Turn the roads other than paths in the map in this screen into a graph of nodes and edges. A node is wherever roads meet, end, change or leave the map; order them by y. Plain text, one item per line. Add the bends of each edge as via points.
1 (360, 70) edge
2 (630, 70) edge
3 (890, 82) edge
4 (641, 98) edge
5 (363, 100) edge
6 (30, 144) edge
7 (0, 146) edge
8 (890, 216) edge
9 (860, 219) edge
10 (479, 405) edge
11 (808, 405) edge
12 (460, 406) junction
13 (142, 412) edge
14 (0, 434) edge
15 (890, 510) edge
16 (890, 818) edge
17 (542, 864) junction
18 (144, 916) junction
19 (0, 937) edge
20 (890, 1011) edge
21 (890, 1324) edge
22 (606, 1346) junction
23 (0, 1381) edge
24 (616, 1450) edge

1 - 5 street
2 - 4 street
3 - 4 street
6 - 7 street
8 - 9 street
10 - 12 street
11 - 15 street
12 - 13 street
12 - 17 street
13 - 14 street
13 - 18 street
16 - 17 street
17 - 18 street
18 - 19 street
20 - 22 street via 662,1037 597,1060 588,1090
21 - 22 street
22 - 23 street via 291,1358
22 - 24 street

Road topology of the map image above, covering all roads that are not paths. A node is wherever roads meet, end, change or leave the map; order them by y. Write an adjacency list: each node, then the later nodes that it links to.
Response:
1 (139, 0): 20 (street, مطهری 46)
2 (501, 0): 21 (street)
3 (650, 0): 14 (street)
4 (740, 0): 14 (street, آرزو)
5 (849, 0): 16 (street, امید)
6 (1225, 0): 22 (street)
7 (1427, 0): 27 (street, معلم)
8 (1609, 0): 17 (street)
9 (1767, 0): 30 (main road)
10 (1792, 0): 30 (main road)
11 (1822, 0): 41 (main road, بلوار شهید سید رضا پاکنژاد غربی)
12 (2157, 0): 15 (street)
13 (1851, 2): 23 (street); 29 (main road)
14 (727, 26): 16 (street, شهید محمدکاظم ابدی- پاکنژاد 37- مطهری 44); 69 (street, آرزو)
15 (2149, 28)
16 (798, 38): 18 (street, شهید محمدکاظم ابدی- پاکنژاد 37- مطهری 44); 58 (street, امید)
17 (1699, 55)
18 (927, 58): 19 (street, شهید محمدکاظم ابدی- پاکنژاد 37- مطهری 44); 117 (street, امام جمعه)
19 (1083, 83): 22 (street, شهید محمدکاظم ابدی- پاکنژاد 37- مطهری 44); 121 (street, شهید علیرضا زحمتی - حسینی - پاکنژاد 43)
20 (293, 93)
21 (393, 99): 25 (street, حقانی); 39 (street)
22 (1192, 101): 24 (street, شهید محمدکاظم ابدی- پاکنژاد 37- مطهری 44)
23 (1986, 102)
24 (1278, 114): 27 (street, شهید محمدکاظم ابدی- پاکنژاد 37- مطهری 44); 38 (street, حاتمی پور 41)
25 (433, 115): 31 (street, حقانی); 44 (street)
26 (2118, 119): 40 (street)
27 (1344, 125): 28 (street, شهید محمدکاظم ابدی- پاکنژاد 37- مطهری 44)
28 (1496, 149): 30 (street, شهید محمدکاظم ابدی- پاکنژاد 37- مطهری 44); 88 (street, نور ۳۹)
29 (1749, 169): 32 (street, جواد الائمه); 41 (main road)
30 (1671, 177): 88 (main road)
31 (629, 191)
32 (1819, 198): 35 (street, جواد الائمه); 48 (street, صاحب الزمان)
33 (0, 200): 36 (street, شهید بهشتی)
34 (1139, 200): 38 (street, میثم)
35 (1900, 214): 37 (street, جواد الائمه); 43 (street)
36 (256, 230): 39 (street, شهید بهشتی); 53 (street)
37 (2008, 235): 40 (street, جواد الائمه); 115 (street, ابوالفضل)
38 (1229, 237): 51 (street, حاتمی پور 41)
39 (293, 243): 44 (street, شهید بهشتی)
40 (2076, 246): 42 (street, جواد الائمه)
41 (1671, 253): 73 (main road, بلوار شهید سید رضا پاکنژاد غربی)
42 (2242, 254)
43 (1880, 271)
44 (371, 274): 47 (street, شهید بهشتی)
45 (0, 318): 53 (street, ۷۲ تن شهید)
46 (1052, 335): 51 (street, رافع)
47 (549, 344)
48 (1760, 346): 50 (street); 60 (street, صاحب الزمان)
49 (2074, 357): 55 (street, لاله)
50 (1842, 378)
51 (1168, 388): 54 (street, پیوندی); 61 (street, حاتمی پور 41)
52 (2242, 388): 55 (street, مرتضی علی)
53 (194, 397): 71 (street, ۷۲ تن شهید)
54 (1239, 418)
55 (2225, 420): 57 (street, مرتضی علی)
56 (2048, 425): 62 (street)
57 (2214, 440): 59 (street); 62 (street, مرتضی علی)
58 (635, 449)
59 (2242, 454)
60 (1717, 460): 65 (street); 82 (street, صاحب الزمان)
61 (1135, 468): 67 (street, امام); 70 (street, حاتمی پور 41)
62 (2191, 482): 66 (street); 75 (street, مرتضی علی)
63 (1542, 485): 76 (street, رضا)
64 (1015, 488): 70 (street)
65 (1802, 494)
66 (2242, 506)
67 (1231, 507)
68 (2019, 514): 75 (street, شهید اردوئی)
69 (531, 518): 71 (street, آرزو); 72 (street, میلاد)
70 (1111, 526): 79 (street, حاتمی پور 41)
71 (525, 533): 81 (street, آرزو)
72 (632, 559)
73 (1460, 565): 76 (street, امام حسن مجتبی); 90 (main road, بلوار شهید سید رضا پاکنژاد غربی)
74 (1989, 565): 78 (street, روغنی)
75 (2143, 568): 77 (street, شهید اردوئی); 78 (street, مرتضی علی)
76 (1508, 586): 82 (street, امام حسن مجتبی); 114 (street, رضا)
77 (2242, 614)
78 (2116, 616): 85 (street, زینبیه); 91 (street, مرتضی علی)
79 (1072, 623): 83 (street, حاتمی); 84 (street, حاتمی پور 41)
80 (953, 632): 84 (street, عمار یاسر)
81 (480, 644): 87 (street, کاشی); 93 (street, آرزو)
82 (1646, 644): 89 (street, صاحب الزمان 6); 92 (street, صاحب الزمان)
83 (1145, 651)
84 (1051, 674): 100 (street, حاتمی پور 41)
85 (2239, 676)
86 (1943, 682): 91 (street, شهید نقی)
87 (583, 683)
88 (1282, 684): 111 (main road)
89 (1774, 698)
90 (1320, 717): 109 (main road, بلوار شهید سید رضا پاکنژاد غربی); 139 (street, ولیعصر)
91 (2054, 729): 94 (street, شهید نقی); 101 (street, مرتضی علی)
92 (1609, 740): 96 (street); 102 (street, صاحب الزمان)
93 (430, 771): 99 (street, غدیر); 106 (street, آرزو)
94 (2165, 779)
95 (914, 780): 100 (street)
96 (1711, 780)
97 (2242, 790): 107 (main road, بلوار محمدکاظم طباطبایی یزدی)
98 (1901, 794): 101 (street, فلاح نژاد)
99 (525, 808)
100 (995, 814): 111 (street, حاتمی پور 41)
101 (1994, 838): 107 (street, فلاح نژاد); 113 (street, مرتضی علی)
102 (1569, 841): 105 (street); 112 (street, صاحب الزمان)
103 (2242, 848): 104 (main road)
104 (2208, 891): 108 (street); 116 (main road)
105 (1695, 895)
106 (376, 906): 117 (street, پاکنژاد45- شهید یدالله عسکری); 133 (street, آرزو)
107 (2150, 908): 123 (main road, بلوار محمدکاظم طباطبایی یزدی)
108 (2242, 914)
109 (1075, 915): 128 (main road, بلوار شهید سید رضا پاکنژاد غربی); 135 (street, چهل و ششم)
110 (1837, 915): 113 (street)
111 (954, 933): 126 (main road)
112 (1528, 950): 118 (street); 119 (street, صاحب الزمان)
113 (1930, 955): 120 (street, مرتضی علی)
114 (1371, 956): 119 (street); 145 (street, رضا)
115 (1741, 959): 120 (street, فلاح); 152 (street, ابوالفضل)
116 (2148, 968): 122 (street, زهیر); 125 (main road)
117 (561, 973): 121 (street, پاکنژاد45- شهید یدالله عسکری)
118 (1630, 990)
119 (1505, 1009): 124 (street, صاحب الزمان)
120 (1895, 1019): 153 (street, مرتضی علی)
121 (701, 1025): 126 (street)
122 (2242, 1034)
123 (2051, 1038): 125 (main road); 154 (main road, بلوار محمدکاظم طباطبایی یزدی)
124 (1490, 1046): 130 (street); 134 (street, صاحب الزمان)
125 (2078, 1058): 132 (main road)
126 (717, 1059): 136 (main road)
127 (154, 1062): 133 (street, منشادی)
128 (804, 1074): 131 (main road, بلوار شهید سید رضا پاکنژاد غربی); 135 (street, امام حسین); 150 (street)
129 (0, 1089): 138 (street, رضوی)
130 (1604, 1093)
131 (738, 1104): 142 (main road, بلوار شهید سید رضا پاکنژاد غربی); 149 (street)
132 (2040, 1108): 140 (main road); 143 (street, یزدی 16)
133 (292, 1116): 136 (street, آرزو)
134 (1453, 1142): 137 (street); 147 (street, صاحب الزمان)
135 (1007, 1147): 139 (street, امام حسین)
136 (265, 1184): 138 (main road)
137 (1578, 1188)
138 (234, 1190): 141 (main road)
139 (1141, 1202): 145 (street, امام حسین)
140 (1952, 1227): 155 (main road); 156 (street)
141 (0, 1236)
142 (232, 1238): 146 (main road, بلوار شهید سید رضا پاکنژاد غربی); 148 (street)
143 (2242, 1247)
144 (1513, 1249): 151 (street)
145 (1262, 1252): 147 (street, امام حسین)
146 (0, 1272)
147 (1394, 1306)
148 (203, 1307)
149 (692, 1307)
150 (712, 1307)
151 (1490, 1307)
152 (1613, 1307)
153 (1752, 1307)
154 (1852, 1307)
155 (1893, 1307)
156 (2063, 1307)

Assignment
Once you have read through the entries above, state how many lines hold the word "امام", giving nothing but the number.

Reply to the task
8